Neurologically, the three SDAM people had smaller right hippocampuses than the control group.  During recall of episodic events under fMRI, SDAM people had less activity in brain areas related to autobiographical memory and visual memory.

To sum up, we've seen evidence for the possible existence of a group of people who can't remember events from their lives, who have no episodic memory.  These are healthy, educated working people that are highly functioning cognitively and interpersonally.  Due to the small size of the group it's hard to tell whether their poor visual memory characterizes other people with SDAM.  Generally, it's hard to come to any conclusions on the basis of a group of three people.  A larger study is being currently conducted.

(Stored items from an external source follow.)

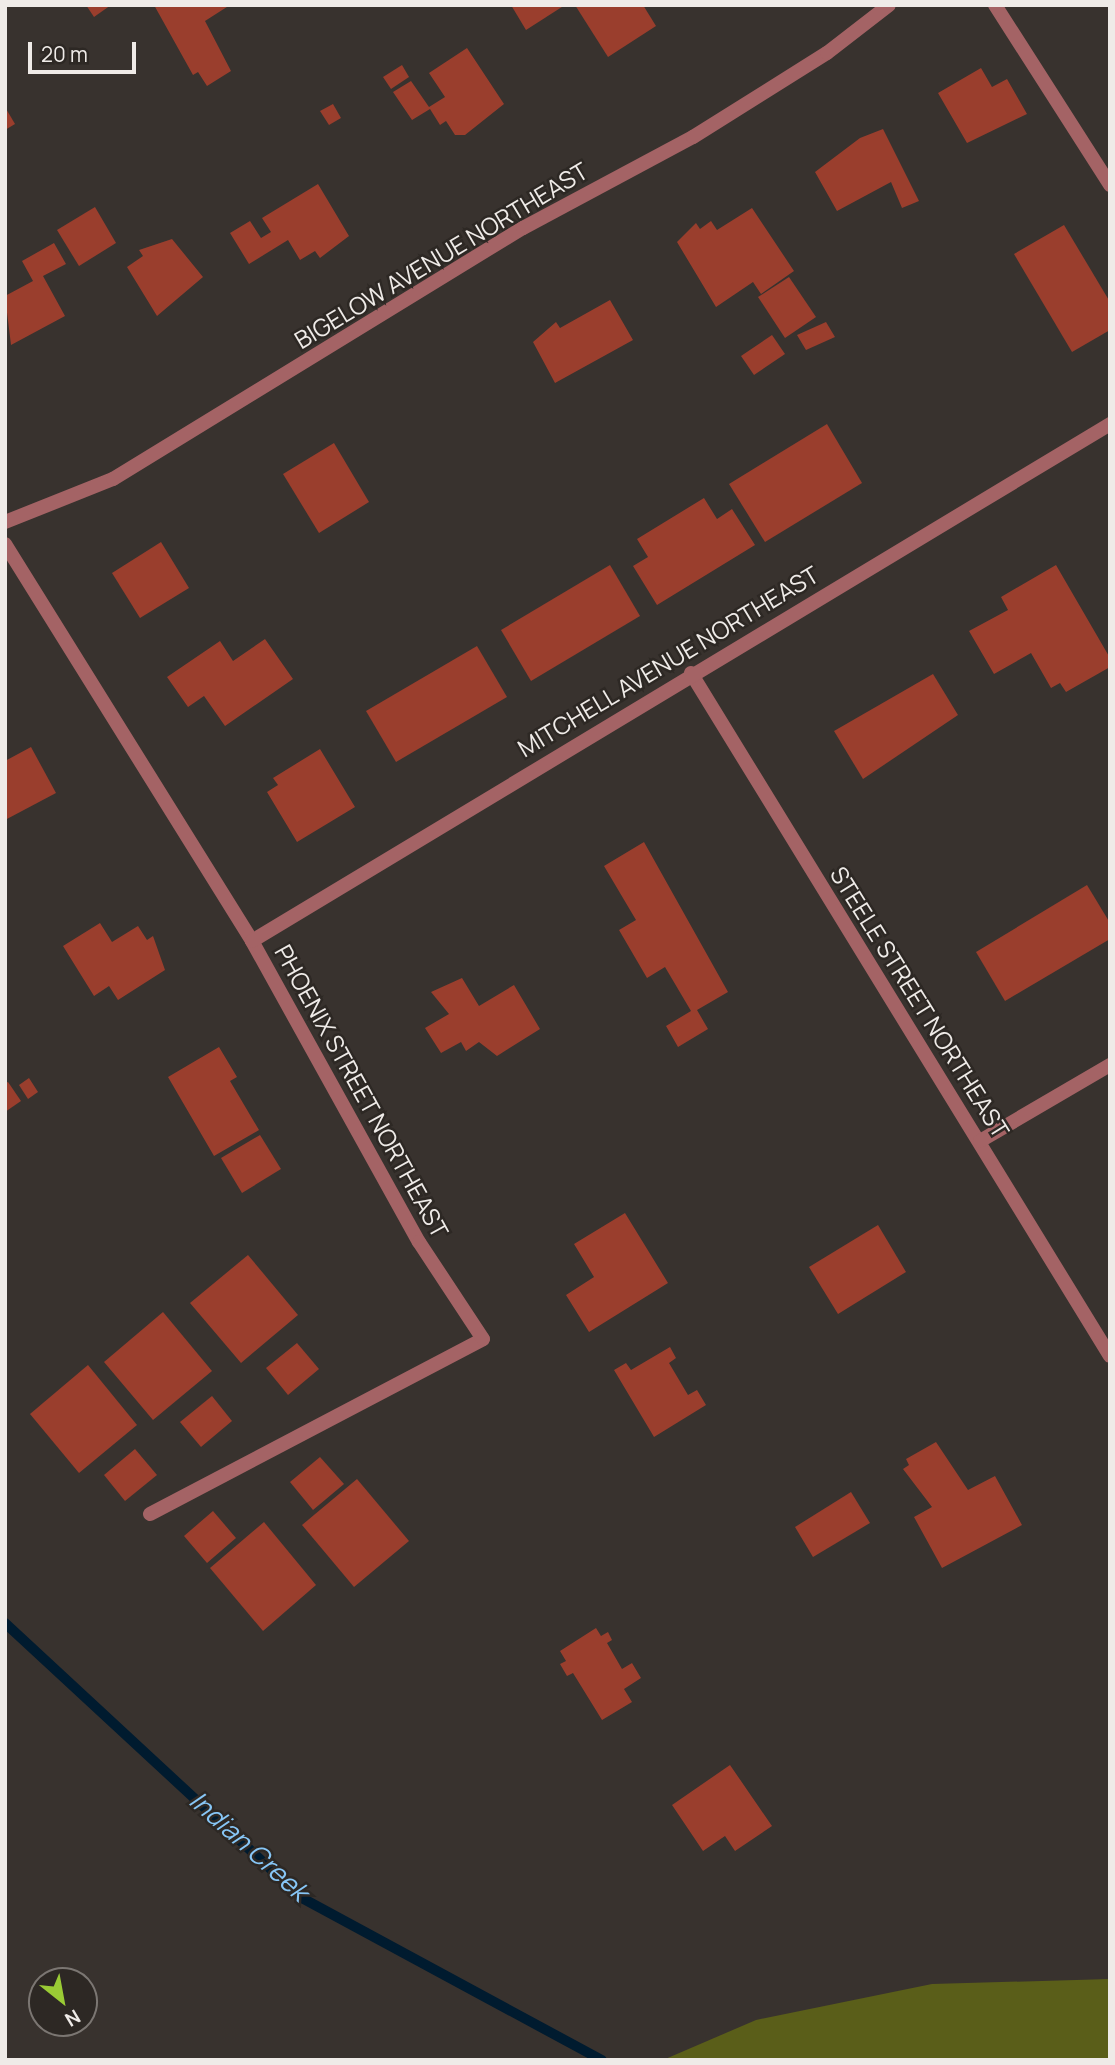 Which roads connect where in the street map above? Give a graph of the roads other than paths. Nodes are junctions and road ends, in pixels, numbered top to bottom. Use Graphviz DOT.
graph roads {
  1 [pos="889,5"];
  2 [pos="995,5"];
  3 [pos="1110,184"];
  4 [pos="1110,424"];
  5 [pos="5,522"];
  6 [pos="5,544"];
  7 [pos="691,673"];
  8 [pos="252,941"];
  9 [pos="1110,1065"];
  10 [pos="980,1141"];
  11 [pos="1110,1356"];
  12 [pos="150,1514"];
  1 -- 5 [label="street, BIGELOW AVENUE NORTHEAST"];
  2 -- 3 [label="street"];
  4 -- 7 [label="street, MITCHELL AVENUE NORTHEAST"];
  6 -- 8 [label="street, PHOENIX STREET NORTHEAST"];
  7 -- 8 [label="street, MITCHELL AVENUE NORTHEAST"];
  7 -- 10 [label="street, STEELE STREET NORTHEAST"];
  8 -- 12 [label="street, PHOENIX STREET NORTHEAST"];
  9 -- 10 [label="street"];
  10 -- 11 [label="street, STEELE STREET NORTHEAST"];
}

These findings are thought provoking.  We are used to think about our life story as an essential part of our selves, and of autobiographical memory as an essential part of our selves.  But these people definitely have a self concept, personality, hobbies, values, beliefs, opinions and friends.  They know who they are.

Furthermore: the ability of these people to function so well in everyday life in all respects – professionally, personally – raise the question: to what extent is episodic memory essential? And if it's not essential – why did it develop?

       
Palombo, D. J., Alain, C., Söderlund, H., Khuu, W., & Levine, B. (2015). Severely deficient autobiographical memory (SDAM) in healthy adults: A new mnemonic syndromeNeuropsychologia72, 105-118. http://www.sciencedirect.com/science/article/pii/S002839321500158X

The strange case of the woman who couldn't remember her past – and can't imagine her future.  Erika Hayasaki.  WIRED.